__WORK INSTRUCTION__: The records below are to be written out again, exactly as they appear.

Collected data entries
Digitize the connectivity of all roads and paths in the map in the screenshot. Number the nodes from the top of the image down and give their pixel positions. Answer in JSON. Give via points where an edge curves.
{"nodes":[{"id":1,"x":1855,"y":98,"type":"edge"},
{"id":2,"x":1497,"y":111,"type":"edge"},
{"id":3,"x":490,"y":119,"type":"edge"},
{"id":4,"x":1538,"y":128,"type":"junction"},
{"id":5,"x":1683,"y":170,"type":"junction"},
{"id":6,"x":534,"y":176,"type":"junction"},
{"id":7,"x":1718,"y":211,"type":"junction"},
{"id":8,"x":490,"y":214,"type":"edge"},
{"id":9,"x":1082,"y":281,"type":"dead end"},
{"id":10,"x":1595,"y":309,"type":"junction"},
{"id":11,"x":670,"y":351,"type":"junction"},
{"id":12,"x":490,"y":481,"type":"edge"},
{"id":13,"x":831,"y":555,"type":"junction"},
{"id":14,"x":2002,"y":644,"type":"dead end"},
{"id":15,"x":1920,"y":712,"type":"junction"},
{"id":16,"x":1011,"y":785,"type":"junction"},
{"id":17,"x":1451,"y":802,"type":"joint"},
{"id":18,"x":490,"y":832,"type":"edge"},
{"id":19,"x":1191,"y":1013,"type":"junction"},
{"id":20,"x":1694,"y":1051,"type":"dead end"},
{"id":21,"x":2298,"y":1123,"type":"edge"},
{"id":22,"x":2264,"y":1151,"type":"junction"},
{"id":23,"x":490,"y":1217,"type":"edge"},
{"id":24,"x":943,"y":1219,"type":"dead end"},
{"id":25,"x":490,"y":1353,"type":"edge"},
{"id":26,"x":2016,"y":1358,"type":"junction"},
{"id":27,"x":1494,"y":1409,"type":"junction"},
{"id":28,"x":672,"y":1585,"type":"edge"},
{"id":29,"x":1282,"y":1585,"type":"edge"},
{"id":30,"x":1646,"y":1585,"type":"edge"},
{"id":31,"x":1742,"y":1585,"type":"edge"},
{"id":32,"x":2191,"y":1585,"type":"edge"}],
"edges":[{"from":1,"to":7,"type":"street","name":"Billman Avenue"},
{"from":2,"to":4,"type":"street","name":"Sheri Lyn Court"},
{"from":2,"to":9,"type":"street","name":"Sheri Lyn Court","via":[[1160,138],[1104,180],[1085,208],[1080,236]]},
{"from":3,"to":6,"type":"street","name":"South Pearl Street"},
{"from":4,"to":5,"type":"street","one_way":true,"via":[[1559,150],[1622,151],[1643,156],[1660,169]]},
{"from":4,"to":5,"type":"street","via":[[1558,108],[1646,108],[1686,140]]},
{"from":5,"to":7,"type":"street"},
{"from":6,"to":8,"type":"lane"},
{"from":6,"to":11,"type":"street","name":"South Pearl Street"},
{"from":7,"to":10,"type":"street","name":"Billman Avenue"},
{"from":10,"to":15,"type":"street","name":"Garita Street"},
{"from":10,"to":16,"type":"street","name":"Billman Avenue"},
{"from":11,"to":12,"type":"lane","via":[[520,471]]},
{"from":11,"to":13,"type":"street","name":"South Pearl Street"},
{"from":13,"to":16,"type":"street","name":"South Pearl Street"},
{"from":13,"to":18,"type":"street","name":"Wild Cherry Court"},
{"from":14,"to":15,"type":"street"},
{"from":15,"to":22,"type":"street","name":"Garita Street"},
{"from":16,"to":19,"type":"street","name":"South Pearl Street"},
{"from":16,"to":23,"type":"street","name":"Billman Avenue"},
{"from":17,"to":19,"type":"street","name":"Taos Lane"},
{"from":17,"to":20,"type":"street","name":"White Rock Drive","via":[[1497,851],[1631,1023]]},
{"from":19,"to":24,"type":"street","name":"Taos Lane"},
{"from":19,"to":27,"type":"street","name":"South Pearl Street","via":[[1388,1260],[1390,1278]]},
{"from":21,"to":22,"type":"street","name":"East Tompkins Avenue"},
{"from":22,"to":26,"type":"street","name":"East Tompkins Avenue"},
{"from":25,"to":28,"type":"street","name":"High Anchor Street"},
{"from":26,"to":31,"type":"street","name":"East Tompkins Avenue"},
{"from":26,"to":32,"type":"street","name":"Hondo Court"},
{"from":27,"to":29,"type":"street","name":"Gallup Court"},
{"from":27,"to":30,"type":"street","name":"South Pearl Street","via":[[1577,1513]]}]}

__YOUR RESPONSE__:
Digitize the connectivity of all roads and paths in the map in the screenshot. Number the nodes from the top of the image down and give their pixel positions. Answer in JSON. Give via points where an edge curves.
{"nodes":[{"id":1,"x":1855,"y":98,"type":"edge"},
{"id":2,"x":1497,"y":111,"type":"edge"},
{"id":3,"x":490,"y":119,"type":"edge"},
{"id":4,"x":1538,"y":128,"type":"junction"},
{"id":5,"x":1683,"y":170,"type":"junction"},
{"id":6,"x":534,"y":176,"type":"junction"},
{"id":7,"x":1718,"y":211,"type":"junction"},
{"id":8,"x":490,"y":214,"type":"edge"},
{"id":9,"x":1082,"y":281,"type":"dead end"},
{"id":10,"x":1595,"y":309,"type":"junction"},
{"id":11,"x":670,"y":351,"type":"junction"},
{"id":12,"x":490,"y":481,"type":"edge"},
{"id":13,"x":831,"y":555,"type":"junction"},
{"id":14,"x":2002,"y":644,"type":"dead end"},
{"id":15,"x":1920,"y":712,"type":"junction"},
{"id":16,"x":1011,"y":785,"type":"junction"},
{"id":17,"x":1451,"y":802,"type":"joint"},
{"id":18,"x":490,"y":832,"type":"edge"},
{"id":19,"x":1191,"y":1013,"type":"junction"},
{"id":20,"x":1694,"y":1051,"type":"dead end"},
{"id":21,"x":2298,"y":1123,"type":"edge"},
{"id":22,"x":2264,"y":1151,"type":"junction"},
{"id":23,"x":490,"y":1217,"type":"edge"},
{"id":24,"x":943,"y":1219,"type":"dead end"},
{"id":25,"x":490,"y":1353,"type":"edge"},
{"id":26,"x":2016,"y":1358,"type":"junction"},
{"id":27,"x":1494,"y":1409,"type":"junction"},
{"id":28,"x":672,"y":1585,"type":"edge"},
{"id":29,"x":1282,"y":1585,"type":"edge"},
{"id":30,"x":1646,"y":1585,"type":"edge"},
{"id":31,"x":1742,"y":1585,"type":"edge"},
{"id":32,"x":2191,"y":1585,"type":"edge"}],
"edges":[{"from":1,"to":7,"type":"street","name":"Billman Avenue"},
{"from":2,"to":4,"type":"street","name":"Sheri Lyn Court"},
{"from":2,"to":9,"type":"street","name":"Sheri Lyn Court","via":[[1160,138],[1104,180],[1085,208],[1080,236]]},
{"from":3,"to":6,"type":"street","name":"South Pearl Street"},
{"from":4,"to":5,"type":"street","one_way":true,"via":[[1559,150],[1622,151],[1643,156],[1660,169]]},
{"from":4,"to":5,"type":"street","via":[[1558,108],[1646,108],[1686,140]]},
{"from":5,"to":7,"type":"street"},
{"from":6,"to":8,"type":"lane"},
{"from":6,"to":11,"type":"street","name":"South Pearl Street"},
{"from":7,"to":10,"type":"street","name":"Billman Avenue"},
{"from":10,"to":15,"type":"street","name":"Garita Street"},
{"from":10,"to":16,"type":"street","name":"Billman Avenue"},
{"from":11,"to":12,"type":"lane","via":[[520,471]]},
{"from":11,"to":13,"type":"street","name":"South Pearl Street"},
{"from":13,"to":16,"type":"street","name":"South Pearl Street"},
{"from":13,"to":18,"type":"street","name":"Wild Cherry Court"},
{"from":14,"to":15,"type":"street"},
{"from":15,"to":22,"type":"street","name":"Garita Street"},
{"from":16,"to":19,"type":"street","name":"South Pearl Street"},
{"from":16,"to":23,"type":"street","name":"Billman Avenue"},
{"from":17,"to":19,"type":"street","name":"Taos Lane"},
{"from":17,"to":20,"type":"street","name":"White Rock Drive","via":[[1497,851],[1631,1023]]},
{"from":19,"to":24,"type":"street","name":"Taos Lane"},
{"from":19,"to":27,"type":"street","name":"South Pearl Street","via":[[1388,1260],[1390,1278]]},
{"from":21,"to":22,"type":"street","name":"East Tompkins Avenue"},
{"from":22,"to":26,"type":"street","name":"East Tompkins Avenue"},
{"from":25,"to":28,"type":"street","name":"High Anchor Street"},
{"from":26,"to":31,"type":"street","name":"East Tompkins Avenue"},
{"from":26,"to":32,"type":"street","name":"Hondo Court"},
{"from":27,"to":29,"type":"street","name":"Gallup Court"},
{"from":27,"to":30,"type":"street","name":"South Pearl Street","via":[[1577,1513]]}]}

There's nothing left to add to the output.